Action item:
Transcribe everything in the listing as written, and let no image into the copy.

Source data:
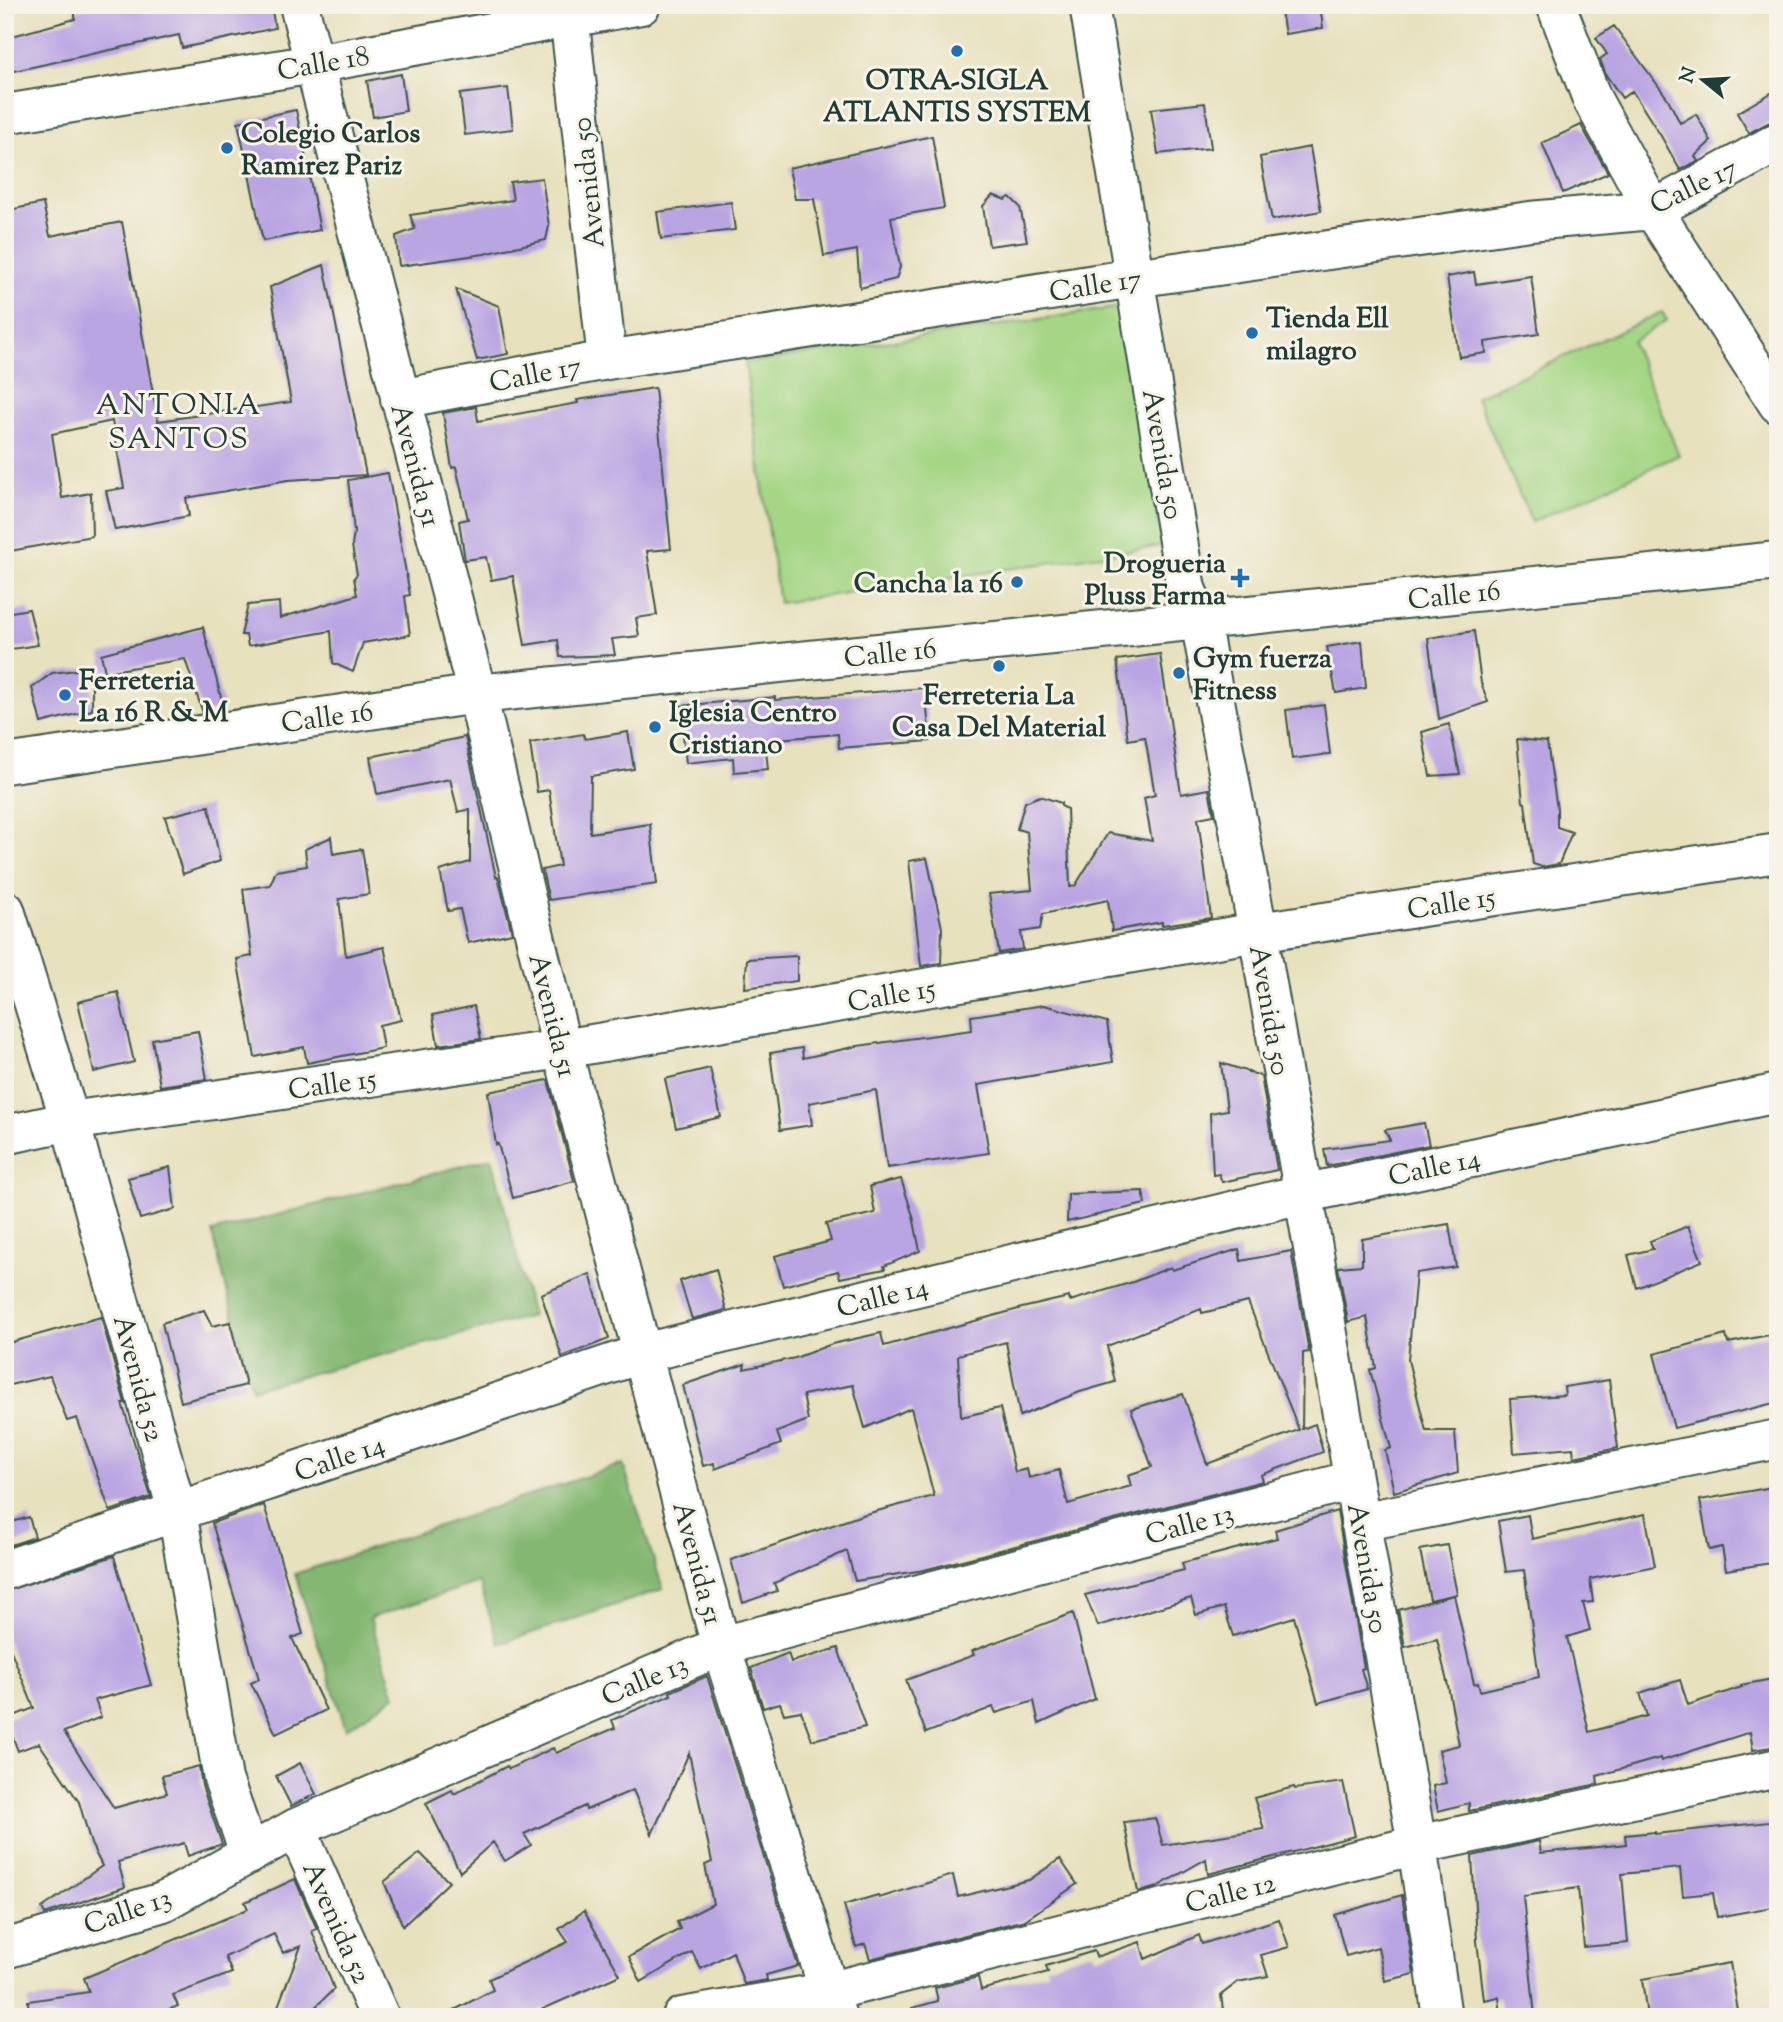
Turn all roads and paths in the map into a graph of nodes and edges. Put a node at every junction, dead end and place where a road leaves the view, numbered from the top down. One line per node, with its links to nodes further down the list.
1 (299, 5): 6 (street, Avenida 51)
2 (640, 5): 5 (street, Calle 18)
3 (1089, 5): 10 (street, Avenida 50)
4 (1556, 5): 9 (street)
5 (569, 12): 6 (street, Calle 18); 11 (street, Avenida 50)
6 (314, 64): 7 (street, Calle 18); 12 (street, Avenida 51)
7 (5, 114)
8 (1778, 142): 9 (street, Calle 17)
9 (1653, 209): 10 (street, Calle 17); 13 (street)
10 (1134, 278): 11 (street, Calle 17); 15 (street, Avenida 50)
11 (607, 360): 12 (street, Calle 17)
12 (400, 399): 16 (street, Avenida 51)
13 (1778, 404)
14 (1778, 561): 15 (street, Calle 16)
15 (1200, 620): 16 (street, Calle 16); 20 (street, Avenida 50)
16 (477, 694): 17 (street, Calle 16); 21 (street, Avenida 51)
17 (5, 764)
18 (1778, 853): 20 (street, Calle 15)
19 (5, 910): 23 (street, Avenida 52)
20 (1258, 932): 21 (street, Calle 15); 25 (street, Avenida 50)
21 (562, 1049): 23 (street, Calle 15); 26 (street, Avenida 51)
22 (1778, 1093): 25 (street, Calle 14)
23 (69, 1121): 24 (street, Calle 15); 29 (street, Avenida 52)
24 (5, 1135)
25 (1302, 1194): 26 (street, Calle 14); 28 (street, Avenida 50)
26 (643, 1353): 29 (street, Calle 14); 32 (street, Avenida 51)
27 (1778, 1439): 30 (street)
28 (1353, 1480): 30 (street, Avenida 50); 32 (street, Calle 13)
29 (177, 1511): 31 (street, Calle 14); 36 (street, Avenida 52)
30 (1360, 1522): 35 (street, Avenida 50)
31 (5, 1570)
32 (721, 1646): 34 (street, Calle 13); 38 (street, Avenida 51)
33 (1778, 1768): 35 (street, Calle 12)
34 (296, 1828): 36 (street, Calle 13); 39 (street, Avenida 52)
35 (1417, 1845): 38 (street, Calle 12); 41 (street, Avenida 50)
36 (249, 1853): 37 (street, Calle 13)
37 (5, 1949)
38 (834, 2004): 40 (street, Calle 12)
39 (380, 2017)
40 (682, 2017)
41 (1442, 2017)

Task answer:
Turn all roads and paths in the map into a graph of nodes and edges. Put a node at every junction, dead end and place where a road leaves the view, numbered from the top down. One line per node, with its links to nodes further down the list.
1 (299, 5): 6 (street, Avenida 51)
2 (640, 5): 5 (street, Calle 18)
3 (1089, 5): 10 (street, Avenida 50)
4 (1556, 5): 9 (street)
5 (569, 12): 6 (street, Calle 18); 11 (street, Avenida 50)
6 (314, 64): 7 (street, Calle 18); 12 (street, Avenida 51)
7 (5, 114)
8 (1778, 142): 9 (street, Calle 17)
9 (1653, 209): 10 (street, Calle 17); 13 (street)
10 (1134, 278): 11 (street, Calle 17); 15 (street, Avenida 50)
11 (607, 360): 12 (street, Calle 17)
12 (400, 399): 16 (street, Avenida 51)
13 (1778, 404)
14 (1778, 561): 15 (street, Calle 16)
15 (1200, 620): 16 (street, Calle 16); 20 (street, Avenida 50)
16 (477, 694): 17 (street, Calle 16); 21 (street, Avenida 51)
17 (5, 764)
18 (1778, 853): 20 (street, Calle 15)
19 (5, 910): 23 (street, Avenida 52)
20 (1258, 932): 21 (street, Calle 15); 25 (street, Avenida 50)
21 (562, 1049): 23 (street, Calle 15); 26 (street, Avenida 51)
22 (1778, 1093): 25 (street, Calle 14)
23 (69, 1121): 24 (street, Calle 15); 29 (street, Avenida 52)
24 (5, 1135)
25 (1302, 1194): 26 (street, Calle 14); 28 (street, Avenida 50)
26 (643, 1353): 29 (street, Calle 14); 32 (street, Avenida 51)
27 (1778, 1439): 30 (street)
28 (1353, 1480): 30 (street, Avenida 50); 32 (street, Calle 13)
29 (177, 1511): 31 (street, Calle 14); 36 (street, Avenida 52)
30 (1360, 1522): 35 (street, Avenida 50)
31 (5, 1570)
32 (721, 1646): 34 (street, Calle 13); 38 (street, Avenida 51)
33 (1778, 1768): 35 (street, Calle 12)
34 (296, 1828): 36 (street, Calle 13); 39 (street, Avenida 52)
35 (1417, 1845): 38 (street, Calle 12); 41 (street, Avenida 50)
36 (249, 1853): 37 (street, Calle 13)
37 (5, 1949)
38 (834, 2004): 40 (street, Calle 12)
39 (380, 2017)
40 (682, 2017)
41 (1442, 2017)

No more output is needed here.